Hasta aquí, Ainhoa lo recuerda con claridad. Lo que sucedió después es una niebla que se va deshilando poco a poco…

Se despertó de golpe, tenía mucha sed. Delante de ella, estaba Diego. Ya se había vestido. No entendía por qué se había disfrazado de aquella manera: un parche en un ojo, un sombrero con una calavera dibujada y un garfio en la mano derecha. Le dio por reír. Él, sin embargo, no reía. Y no le hizo ninguna gracia que Ainhoa lo hubiera hecho. Se asustó de verdad cuando se dio cuenta de que llevaba, además del disfraz, una espada y media docena de cuchillos en el cinturón. Estaba a punto de gritar cuando Diego la medio aturdió de un solo golpe, con el garfio, en medio de la cara, entre la nariz y la boca. A continuación, Ainhoa notó cómo la cogía en brazos y la trasladaba al sótano, al garaje.
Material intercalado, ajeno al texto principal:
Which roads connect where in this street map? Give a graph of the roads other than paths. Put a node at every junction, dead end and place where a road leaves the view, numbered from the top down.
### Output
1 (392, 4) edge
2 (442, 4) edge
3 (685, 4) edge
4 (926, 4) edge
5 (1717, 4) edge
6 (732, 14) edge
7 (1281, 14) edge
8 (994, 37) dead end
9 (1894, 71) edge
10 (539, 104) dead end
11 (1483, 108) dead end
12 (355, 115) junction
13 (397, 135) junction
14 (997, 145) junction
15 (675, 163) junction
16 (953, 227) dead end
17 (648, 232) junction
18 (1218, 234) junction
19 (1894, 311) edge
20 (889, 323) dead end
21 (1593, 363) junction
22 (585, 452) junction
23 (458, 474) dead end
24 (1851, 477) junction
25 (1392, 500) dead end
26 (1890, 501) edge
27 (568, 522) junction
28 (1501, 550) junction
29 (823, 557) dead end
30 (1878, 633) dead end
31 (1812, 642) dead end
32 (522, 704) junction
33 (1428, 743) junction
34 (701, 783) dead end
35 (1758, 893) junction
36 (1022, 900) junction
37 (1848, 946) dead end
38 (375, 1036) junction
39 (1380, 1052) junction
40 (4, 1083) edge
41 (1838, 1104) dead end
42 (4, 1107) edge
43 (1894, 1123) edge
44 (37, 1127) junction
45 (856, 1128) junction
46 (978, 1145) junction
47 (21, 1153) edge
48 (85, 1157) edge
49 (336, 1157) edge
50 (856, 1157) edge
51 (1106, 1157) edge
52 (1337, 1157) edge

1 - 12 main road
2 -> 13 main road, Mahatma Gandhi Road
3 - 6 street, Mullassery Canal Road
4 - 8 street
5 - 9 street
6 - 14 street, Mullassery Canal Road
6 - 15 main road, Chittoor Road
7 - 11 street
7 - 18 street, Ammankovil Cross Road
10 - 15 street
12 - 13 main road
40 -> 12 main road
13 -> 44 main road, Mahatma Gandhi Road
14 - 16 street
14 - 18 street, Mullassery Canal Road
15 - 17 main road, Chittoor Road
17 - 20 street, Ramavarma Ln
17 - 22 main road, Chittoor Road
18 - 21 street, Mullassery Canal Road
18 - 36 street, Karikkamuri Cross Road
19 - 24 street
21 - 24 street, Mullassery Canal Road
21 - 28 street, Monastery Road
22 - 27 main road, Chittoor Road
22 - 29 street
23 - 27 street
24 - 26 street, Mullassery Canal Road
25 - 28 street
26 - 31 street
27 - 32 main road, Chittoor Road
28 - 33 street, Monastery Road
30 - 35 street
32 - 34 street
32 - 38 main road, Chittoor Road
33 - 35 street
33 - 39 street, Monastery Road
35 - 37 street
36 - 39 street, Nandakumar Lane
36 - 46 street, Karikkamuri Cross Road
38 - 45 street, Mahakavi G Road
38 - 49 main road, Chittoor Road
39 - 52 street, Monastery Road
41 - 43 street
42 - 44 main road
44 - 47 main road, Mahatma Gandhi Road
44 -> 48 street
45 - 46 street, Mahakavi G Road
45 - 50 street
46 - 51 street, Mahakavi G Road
Lo último que recuerda, mientras inspira el último aliento de vida, es cuando Diego le desgarró la lencería y la vistió con una túnica blanca y un collar de coral. Luego la cerró en un ataúd, de acero inoxidable, que había libre, junto a una hilera inacable, por un lado de cerrados y por otro de abiertos, vacíos.